**Data under study**
··········

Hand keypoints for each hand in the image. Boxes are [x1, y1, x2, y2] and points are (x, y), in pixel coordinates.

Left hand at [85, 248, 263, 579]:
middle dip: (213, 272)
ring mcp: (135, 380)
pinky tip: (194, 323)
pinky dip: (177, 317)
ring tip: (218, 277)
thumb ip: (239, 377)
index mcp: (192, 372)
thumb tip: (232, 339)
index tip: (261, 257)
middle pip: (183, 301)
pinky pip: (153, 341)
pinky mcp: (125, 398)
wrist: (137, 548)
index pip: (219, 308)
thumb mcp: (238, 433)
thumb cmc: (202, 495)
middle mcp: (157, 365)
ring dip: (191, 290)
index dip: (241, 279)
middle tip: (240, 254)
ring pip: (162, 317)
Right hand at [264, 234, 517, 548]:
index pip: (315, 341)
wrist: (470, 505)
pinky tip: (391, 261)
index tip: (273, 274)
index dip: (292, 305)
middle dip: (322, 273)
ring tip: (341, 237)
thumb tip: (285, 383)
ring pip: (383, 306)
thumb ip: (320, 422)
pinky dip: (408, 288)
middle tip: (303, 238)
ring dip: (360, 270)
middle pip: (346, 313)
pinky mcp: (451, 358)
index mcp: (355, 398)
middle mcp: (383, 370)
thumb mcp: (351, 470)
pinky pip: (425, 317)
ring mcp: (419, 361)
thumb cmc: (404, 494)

··········

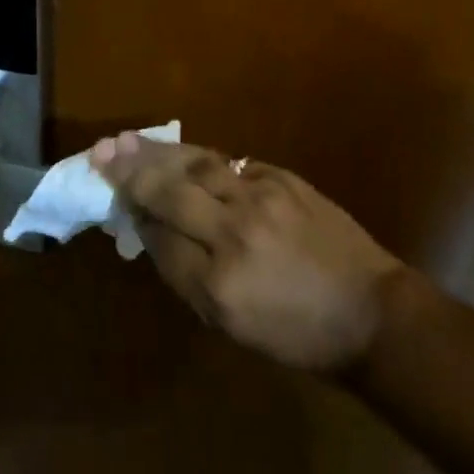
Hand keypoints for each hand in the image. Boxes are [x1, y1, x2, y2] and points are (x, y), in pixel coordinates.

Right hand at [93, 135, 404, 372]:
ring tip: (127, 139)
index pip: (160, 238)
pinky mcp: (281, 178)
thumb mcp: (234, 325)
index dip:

··········

**Problem description**
For this exercise, repeat exactly the lines of the data above from the one with "thumb tip: (285, 383)" down to the one with "thumb cmc: (404, 494)", both end lines included.

**Written response**
thumb tip: (285, 383)
ring pip: (383, 306)
thumb ip: (320, 422)
pinky dip: (408, 288)
middle tip: (303, 238)
ring dip: (360, 270)
middle pip: (346, 313)
pinky mcp: (451, 358)
index mcp: (355, 398)
middle mcp: (383, 370)
thumb mcp: (351, 470)
pinky pip: (425, 317)
ring mcp: (419, 361)
thumb cmc: (404, 494)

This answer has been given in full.